● Exercise instructions
Make an exact copy of the records, omitting all images.

● Provided records
======

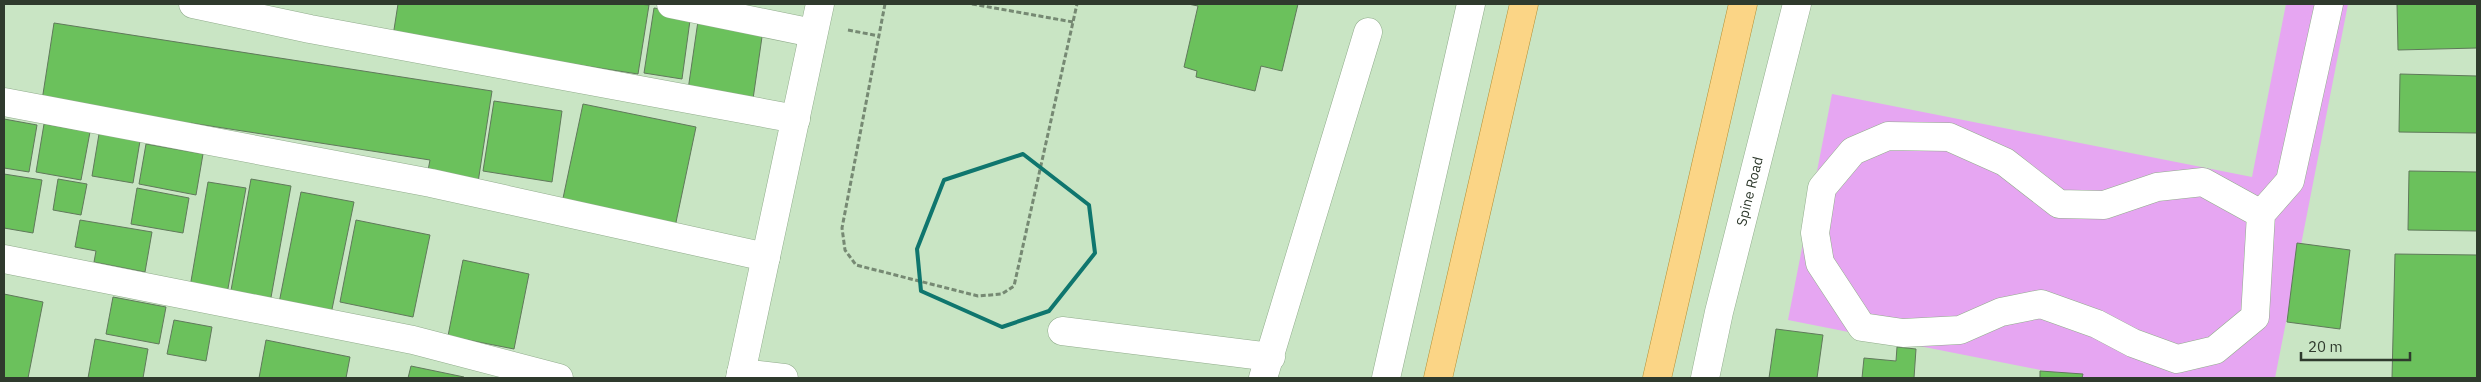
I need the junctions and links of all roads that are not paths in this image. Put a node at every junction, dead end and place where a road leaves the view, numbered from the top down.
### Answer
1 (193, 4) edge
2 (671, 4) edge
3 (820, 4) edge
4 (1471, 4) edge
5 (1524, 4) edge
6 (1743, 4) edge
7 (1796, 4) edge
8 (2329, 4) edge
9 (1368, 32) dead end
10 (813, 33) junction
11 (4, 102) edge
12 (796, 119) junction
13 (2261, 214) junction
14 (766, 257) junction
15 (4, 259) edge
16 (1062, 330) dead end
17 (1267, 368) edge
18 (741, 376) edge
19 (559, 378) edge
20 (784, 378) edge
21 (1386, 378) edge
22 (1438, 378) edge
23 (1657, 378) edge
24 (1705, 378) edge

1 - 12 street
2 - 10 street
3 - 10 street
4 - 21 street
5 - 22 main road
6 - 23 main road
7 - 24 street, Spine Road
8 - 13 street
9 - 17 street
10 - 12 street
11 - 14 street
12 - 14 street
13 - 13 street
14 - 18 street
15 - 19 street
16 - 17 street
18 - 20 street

======

● Written answer
I need the junctions and links of all roads that are not paths in this image. Put a node at every junction, dead end and place where a road leaves the view, numbered from the top down.
### Answer
1 (193, 4) edge
2 (671, 4) edge
3 (820, 4) edge
4 (1471, 4) edge
5 (1524, 4) edge
6 (1743, 4) edge
7 (1796, 4) edge
8 (2329, 4) edge
9 (1368, 32) dead end
10 (813, 33) junction
11 (4, 102) edge
12 (796, 119) junction
13 (2261, 214) junction
14 (766, 257) junction
15 (4, 259) edge
16 (1062, 330) dead end
17 (1267, 368) edge
18 (741, 376) edge
19 (559, 378) edge
20 (784, 378) edge
21 (1386, 378) edge
22 (1438, 378) edge
23 (1657, 378) edge
24 (1705, 378) edge

1 - 12 street
2 - 10 street
3 - 10 street
4 - 21 street
5 - 22 main road
6 - 23 main road
7 - 24 street, Spine Road
8 - 13 street
9 - 17 street
10 - 12 street
11 - 14 street
12 - 14 street
13 - 13 street
14 - 18 street
15 - 19 street
16 - 17 street
18 - 20 street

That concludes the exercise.